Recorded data
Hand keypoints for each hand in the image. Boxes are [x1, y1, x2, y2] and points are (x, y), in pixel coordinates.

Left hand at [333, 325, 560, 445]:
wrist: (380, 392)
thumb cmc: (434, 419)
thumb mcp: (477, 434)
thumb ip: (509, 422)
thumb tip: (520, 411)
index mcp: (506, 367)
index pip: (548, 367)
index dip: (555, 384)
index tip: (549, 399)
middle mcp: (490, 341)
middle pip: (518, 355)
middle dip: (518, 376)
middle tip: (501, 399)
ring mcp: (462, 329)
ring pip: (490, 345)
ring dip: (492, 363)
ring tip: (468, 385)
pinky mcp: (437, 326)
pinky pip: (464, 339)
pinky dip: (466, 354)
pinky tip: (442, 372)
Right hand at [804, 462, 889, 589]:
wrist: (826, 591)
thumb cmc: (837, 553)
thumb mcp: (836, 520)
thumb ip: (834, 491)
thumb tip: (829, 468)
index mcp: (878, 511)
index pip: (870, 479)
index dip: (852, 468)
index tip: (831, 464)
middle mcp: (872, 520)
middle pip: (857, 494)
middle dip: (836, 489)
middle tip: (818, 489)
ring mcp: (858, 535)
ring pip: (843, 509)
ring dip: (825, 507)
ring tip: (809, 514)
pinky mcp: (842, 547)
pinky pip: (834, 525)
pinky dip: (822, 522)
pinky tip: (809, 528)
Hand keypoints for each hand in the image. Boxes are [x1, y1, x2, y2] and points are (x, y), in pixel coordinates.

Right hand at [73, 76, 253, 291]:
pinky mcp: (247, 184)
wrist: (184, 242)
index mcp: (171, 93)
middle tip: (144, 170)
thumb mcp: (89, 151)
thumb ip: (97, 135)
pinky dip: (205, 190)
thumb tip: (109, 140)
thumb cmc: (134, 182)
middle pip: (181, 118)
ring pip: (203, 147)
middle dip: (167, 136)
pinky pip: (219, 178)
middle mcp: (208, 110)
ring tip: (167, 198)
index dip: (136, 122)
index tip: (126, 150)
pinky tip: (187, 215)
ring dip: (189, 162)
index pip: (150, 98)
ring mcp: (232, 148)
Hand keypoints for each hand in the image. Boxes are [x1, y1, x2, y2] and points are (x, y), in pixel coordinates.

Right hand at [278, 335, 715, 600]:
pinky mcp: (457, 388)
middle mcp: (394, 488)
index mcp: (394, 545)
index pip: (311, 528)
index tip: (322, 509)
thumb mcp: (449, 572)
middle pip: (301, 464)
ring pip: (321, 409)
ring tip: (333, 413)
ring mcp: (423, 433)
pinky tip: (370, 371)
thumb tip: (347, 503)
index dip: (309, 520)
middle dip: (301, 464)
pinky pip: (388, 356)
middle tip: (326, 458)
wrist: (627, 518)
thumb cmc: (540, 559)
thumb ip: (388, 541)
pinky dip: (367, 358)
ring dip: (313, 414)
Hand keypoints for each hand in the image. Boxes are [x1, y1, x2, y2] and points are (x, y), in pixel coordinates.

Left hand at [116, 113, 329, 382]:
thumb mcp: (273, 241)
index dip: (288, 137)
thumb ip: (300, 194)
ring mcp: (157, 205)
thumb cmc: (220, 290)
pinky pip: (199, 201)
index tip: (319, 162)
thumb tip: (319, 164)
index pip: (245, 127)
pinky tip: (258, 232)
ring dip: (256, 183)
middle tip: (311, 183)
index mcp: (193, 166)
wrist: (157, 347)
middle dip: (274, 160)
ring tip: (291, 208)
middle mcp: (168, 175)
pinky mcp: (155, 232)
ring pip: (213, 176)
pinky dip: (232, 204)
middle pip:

---

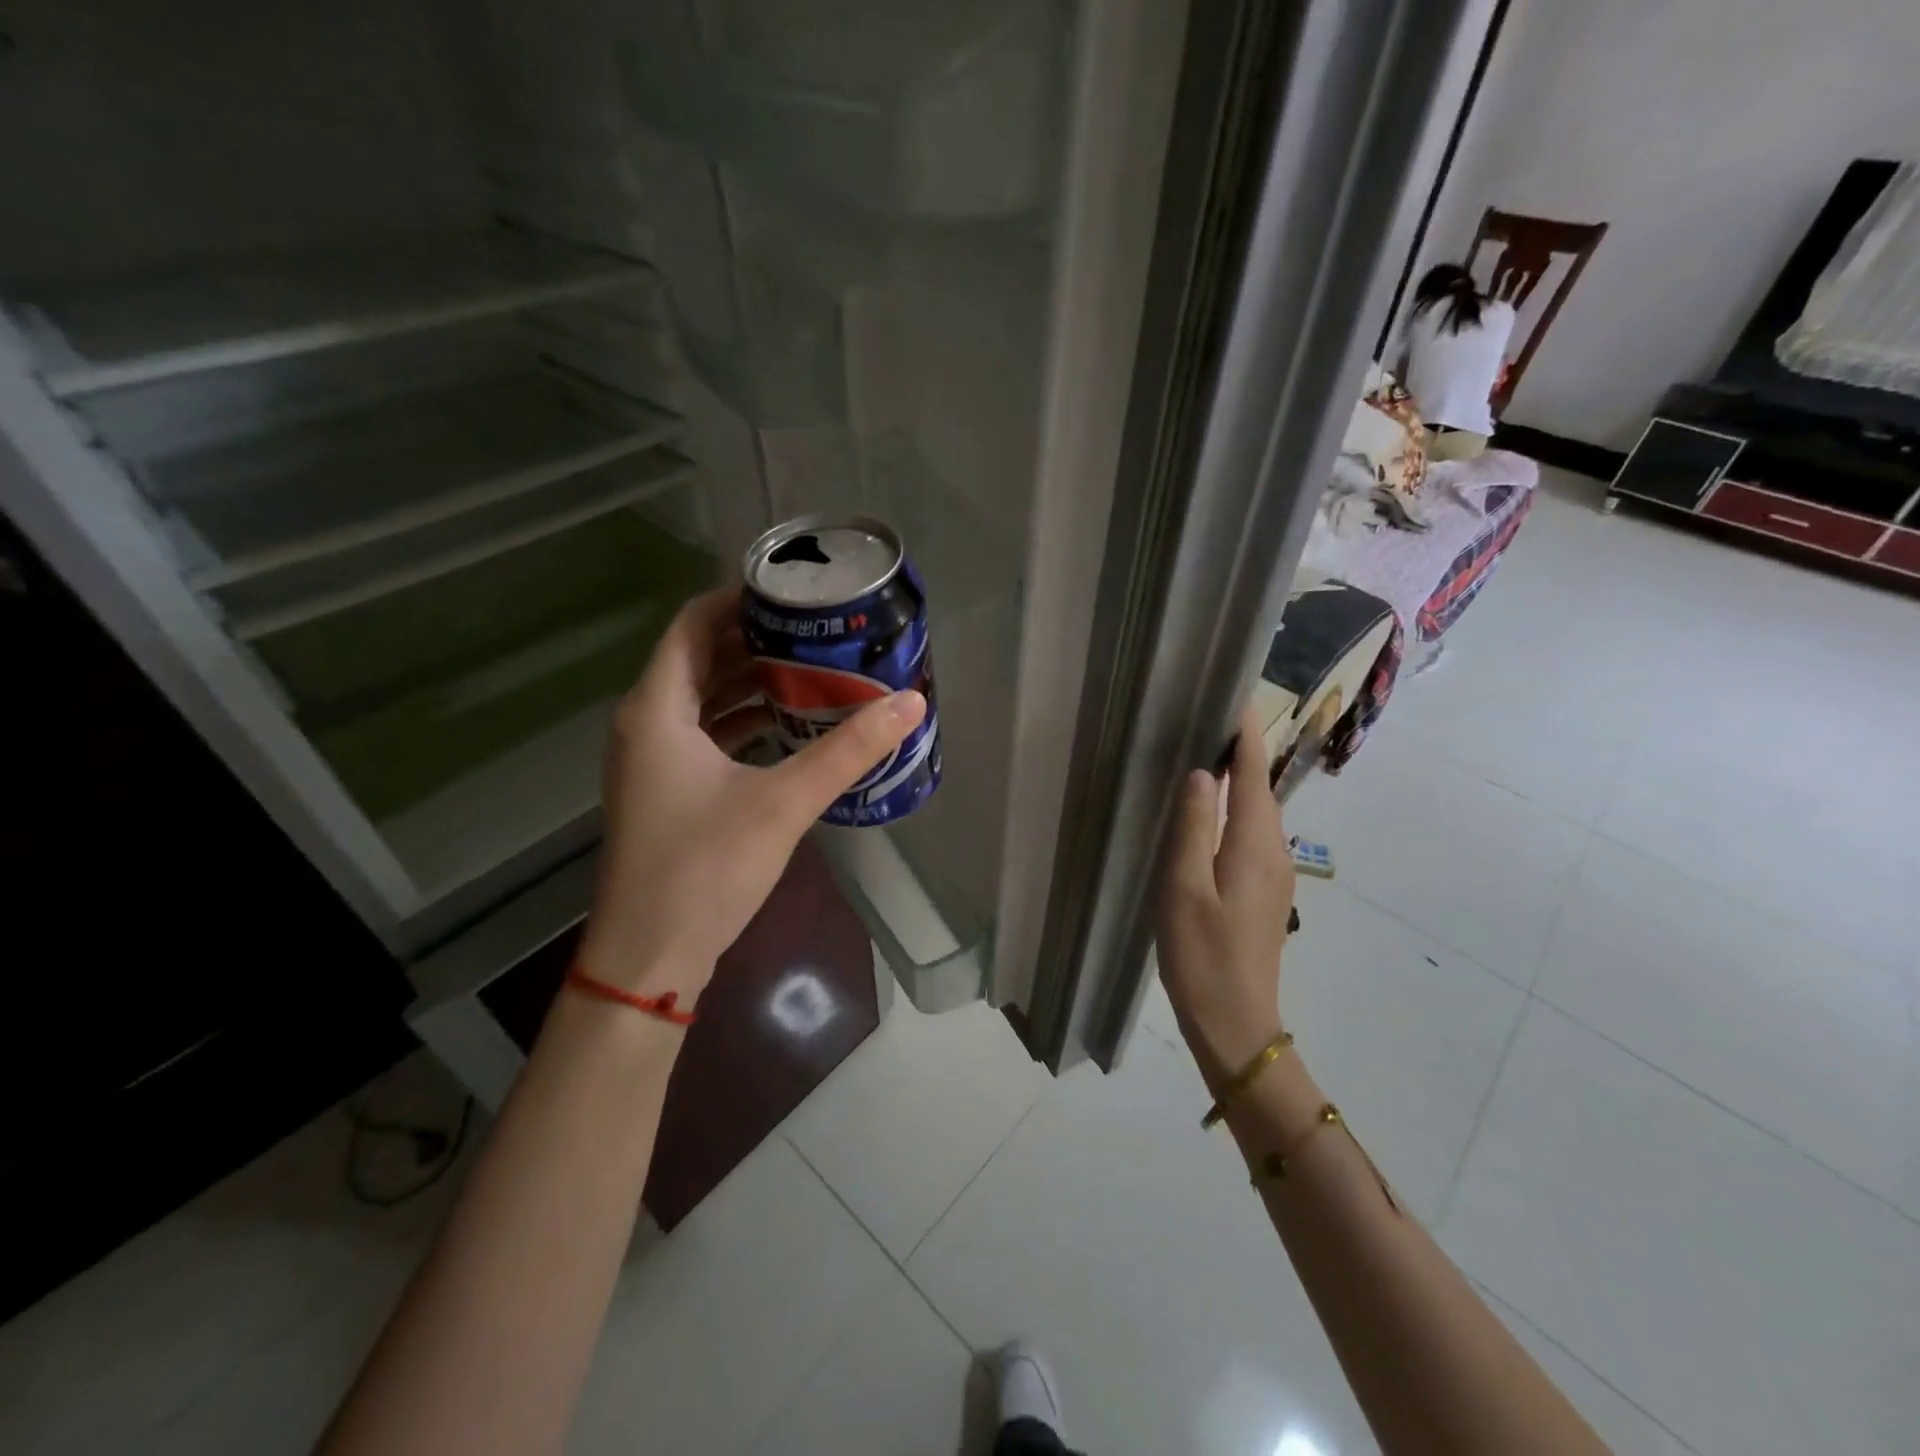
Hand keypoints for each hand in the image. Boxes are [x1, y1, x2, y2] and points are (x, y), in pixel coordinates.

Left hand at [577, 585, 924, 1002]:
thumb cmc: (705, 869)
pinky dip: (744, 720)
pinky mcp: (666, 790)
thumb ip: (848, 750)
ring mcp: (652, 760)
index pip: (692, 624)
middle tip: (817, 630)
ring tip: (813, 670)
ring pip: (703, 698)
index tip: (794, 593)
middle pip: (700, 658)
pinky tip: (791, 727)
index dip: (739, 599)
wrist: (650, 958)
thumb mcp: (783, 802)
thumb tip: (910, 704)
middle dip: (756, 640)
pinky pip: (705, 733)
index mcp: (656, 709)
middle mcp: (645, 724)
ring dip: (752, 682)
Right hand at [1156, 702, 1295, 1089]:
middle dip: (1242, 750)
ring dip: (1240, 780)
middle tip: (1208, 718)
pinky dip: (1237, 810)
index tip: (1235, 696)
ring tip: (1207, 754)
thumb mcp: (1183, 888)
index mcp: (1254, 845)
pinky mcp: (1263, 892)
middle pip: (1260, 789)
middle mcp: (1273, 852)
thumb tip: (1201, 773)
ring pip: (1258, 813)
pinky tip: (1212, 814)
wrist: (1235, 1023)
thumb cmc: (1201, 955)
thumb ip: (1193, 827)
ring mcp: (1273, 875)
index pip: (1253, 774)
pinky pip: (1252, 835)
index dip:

## Problem
Across all the entries, how many lines hold the string "Right"? Only the number is needed.

## Exercise output
4